• _Stored data entries_:
* * *

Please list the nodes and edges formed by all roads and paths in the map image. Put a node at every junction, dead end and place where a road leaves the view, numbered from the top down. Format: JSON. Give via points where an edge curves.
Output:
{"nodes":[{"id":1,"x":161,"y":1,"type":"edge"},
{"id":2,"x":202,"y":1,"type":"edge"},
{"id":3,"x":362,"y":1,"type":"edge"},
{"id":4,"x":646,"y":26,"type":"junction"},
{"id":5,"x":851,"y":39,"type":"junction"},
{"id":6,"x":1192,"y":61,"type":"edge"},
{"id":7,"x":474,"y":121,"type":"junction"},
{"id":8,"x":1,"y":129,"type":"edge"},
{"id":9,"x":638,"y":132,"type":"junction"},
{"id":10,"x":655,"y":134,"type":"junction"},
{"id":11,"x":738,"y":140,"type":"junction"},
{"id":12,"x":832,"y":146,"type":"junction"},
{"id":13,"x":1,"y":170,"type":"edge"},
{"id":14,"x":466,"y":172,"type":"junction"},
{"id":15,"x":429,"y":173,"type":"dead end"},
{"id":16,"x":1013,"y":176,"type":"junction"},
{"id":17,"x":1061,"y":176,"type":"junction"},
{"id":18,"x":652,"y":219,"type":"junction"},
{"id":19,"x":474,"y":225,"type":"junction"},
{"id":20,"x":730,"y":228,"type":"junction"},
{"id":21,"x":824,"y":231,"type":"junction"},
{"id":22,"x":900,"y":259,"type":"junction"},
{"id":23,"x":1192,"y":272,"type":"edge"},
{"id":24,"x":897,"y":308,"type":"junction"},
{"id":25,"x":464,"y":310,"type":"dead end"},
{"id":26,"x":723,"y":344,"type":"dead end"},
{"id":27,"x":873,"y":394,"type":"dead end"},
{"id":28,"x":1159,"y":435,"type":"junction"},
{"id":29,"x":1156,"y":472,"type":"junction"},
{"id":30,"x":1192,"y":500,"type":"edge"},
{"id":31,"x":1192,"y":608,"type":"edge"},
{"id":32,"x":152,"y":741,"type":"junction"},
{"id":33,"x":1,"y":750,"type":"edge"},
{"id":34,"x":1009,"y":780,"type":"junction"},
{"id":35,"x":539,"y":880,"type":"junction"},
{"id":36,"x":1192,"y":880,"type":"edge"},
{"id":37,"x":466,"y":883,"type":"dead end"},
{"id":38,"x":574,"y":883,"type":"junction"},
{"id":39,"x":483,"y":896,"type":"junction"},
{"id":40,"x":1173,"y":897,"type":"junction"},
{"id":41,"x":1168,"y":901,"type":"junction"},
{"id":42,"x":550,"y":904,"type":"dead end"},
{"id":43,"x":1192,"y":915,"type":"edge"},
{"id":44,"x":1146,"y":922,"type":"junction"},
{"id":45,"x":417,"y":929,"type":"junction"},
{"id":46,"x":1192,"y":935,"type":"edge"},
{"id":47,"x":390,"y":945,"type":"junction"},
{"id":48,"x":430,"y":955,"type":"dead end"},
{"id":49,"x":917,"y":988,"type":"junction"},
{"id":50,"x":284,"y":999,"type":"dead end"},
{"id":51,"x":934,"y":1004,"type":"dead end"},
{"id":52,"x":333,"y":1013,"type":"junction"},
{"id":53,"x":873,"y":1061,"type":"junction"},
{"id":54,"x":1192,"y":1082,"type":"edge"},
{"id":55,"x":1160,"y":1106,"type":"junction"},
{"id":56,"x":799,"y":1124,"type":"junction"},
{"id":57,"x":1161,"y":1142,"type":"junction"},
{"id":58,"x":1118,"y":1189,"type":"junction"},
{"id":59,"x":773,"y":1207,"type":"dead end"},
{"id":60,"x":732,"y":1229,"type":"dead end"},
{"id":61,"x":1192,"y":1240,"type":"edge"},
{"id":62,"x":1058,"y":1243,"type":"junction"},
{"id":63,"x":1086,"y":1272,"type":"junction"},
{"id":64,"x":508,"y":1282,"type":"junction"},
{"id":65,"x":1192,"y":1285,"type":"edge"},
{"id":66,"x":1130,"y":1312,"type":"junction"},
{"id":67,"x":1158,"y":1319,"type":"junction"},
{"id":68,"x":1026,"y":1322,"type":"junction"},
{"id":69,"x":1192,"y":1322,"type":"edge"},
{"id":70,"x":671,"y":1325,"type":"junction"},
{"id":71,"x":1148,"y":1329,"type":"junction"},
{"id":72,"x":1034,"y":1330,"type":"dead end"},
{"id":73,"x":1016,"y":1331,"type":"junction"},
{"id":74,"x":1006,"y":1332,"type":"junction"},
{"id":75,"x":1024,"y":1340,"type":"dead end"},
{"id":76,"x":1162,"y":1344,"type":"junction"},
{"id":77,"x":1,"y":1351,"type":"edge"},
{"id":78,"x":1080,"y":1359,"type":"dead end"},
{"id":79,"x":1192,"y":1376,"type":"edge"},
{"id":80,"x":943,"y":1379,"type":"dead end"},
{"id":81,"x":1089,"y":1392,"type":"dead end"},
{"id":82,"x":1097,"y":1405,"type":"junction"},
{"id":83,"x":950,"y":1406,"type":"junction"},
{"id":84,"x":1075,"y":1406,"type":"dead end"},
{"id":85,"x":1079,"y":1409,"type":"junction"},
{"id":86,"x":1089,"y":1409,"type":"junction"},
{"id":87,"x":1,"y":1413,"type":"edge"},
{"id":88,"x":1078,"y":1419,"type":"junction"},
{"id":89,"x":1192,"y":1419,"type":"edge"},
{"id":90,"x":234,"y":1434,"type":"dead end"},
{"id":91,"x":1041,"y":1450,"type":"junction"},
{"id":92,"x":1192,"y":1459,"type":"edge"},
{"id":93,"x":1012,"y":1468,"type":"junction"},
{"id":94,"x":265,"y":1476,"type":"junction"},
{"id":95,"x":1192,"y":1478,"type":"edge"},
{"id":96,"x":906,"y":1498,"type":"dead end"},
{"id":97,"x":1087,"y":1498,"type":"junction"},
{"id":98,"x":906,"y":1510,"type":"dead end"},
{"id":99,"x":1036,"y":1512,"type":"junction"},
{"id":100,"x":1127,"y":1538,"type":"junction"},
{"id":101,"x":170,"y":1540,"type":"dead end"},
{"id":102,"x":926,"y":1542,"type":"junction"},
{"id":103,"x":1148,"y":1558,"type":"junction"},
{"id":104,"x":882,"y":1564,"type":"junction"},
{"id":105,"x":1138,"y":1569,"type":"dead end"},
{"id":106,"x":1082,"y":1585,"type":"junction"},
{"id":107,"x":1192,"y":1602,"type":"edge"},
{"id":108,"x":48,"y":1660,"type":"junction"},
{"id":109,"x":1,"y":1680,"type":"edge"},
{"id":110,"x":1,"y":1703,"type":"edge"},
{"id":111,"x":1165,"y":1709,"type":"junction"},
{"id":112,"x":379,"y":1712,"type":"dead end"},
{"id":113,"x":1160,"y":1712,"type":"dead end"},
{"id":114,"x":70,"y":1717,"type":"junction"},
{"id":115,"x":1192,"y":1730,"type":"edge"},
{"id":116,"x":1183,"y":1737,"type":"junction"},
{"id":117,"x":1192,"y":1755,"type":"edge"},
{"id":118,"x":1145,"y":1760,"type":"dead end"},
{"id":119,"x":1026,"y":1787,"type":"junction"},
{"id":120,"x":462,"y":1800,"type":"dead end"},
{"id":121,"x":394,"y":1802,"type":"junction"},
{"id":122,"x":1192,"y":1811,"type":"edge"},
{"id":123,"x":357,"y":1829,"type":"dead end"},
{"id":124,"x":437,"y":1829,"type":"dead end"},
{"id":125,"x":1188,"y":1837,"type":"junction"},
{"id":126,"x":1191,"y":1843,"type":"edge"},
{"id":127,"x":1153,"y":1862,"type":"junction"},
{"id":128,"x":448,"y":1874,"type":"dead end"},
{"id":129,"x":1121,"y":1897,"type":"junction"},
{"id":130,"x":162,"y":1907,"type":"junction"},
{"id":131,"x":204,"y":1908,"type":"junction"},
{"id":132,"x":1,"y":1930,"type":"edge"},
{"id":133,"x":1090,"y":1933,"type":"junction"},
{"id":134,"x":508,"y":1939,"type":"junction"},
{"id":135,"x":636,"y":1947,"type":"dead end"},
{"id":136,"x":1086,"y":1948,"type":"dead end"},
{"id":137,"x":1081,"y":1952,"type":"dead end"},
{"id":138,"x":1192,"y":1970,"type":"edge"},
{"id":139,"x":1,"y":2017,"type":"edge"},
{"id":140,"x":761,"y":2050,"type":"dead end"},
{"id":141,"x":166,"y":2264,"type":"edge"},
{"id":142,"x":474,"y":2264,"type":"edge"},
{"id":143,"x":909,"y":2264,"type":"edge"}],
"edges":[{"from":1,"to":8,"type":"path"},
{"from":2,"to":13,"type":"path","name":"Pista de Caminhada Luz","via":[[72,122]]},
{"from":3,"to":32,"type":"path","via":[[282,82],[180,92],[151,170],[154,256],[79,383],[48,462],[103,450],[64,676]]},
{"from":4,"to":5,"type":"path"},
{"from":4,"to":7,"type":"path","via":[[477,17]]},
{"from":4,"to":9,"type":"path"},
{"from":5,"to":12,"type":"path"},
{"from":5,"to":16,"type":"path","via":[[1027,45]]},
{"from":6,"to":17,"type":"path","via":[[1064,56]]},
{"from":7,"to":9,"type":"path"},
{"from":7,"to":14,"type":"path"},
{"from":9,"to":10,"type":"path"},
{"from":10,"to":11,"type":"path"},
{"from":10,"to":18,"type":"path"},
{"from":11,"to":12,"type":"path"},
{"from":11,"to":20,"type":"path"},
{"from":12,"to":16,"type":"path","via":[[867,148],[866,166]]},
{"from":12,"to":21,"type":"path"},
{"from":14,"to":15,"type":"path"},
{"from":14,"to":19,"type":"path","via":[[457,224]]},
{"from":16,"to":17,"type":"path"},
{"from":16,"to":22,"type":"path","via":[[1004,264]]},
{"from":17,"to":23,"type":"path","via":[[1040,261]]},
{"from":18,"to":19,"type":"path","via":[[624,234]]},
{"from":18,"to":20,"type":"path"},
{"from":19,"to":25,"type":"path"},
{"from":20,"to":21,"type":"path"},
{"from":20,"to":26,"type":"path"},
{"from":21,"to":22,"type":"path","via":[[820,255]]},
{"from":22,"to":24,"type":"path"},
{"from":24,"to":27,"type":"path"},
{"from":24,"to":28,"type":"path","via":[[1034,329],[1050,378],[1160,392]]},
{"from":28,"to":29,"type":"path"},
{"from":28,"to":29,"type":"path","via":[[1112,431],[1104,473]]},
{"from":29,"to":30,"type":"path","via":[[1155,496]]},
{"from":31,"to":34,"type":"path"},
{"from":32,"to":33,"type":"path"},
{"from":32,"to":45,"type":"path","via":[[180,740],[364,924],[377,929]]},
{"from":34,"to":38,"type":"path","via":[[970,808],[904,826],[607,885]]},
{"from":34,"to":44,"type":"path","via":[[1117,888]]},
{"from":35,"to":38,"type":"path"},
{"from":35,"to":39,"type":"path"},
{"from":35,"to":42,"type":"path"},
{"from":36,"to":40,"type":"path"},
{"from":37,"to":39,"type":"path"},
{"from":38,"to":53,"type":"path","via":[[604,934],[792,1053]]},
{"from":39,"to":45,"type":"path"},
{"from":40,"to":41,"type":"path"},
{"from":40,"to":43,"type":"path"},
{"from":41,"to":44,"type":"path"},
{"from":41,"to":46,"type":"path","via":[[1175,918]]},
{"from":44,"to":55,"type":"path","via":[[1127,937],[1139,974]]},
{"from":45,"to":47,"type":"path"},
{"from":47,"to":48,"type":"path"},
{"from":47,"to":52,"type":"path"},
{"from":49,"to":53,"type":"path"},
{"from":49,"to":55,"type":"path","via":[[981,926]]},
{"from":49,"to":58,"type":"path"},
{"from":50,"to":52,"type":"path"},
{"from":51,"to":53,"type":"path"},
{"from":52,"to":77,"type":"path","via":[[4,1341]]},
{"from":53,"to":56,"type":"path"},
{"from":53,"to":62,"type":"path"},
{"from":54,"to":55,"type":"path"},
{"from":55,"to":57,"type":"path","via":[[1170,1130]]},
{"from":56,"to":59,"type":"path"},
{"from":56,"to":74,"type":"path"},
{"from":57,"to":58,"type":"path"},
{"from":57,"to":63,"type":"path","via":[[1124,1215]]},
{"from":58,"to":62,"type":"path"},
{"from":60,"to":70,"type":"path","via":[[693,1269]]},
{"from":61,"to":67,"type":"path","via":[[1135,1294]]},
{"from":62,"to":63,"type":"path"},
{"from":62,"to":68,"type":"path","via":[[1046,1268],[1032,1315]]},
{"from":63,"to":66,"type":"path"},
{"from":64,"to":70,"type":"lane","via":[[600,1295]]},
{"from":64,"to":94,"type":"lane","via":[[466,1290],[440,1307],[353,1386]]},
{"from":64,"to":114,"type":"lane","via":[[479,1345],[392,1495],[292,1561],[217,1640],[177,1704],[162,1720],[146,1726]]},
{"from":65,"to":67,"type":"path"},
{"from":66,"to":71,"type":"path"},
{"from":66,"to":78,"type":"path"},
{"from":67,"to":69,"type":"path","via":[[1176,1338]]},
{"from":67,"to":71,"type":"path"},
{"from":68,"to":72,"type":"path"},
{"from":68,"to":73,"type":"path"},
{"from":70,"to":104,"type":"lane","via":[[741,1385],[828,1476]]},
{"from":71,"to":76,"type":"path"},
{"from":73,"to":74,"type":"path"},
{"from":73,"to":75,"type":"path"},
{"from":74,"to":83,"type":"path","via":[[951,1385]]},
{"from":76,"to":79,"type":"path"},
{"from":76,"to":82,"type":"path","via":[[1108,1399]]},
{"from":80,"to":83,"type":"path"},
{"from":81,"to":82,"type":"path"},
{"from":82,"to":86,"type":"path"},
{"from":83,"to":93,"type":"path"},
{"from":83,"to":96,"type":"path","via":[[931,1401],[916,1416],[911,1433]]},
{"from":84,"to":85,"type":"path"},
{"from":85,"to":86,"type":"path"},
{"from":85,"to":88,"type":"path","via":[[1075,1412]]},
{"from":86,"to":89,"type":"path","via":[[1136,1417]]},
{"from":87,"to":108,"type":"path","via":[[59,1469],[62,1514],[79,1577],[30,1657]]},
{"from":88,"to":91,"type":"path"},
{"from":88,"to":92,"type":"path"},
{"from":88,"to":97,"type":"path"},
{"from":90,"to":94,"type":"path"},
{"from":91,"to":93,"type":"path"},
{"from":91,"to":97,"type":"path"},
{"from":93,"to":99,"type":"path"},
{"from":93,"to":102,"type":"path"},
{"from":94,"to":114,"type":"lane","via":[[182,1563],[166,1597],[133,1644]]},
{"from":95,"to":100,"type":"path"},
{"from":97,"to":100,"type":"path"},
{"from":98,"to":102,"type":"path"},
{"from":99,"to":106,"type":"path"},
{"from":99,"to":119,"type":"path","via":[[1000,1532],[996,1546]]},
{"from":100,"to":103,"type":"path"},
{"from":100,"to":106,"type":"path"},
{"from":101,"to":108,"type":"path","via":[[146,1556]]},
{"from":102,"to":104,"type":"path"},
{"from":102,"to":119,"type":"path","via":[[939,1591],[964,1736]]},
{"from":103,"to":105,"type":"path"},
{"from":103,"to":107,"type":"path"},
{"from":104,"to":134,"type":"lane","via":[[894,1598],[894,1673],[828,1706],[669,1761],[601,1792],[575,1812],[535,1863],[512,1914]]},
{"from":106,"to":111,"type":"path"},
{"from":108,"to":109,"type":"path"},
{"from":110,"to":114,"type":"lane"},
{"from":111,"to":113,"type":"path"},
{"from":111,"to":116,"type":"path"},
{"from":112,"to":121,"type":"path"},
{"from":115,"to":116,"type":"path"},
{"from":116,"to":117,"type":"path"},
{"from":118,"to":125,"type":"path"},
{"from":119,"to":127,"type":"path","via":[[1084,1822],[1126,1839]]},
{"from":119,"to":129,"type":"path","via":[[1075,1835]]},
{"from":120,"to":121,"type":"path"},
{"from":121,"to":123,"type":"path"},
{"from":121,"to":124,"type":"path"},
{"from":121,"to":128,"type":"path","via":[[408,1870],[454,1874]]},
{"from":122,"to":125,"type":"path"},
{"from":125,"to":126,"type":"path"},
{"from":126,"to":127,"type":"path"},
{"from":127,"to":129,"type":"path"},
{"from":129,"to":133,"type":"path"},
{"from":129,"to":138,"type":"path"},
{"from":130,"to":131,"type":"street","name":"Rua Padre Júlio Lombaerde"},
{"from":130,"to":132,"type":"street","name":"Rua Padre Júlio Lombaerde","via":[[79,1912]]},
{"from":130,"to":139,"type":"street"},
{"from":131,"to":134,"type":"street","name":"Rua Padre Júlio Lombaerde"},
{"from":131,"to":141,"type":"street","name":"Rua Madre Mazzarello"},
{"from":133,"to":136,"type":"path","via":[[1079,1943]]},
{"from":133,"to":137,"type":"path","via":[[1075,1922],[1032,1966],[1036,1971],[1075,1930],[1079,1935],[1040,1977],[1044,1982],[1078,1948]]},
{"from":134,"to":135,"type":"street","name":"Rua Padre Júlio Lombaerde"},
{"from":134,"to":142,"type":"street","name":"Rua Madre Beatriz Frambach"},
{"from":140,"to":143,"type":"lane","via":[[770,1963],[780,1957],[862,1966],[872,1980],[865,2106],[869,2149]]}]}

* * *

• _WHAT YOU HAVE TO DO_: Filter the records above for lines with "Madre".

• _SOLUTION BELOW_:
{"from":131,"to":141,"type":"street","name":"Rua Madre Mazzarello"},
{"from":134,"to":142,"type":"street","name":"Rua Madre Beatriz Frambach"},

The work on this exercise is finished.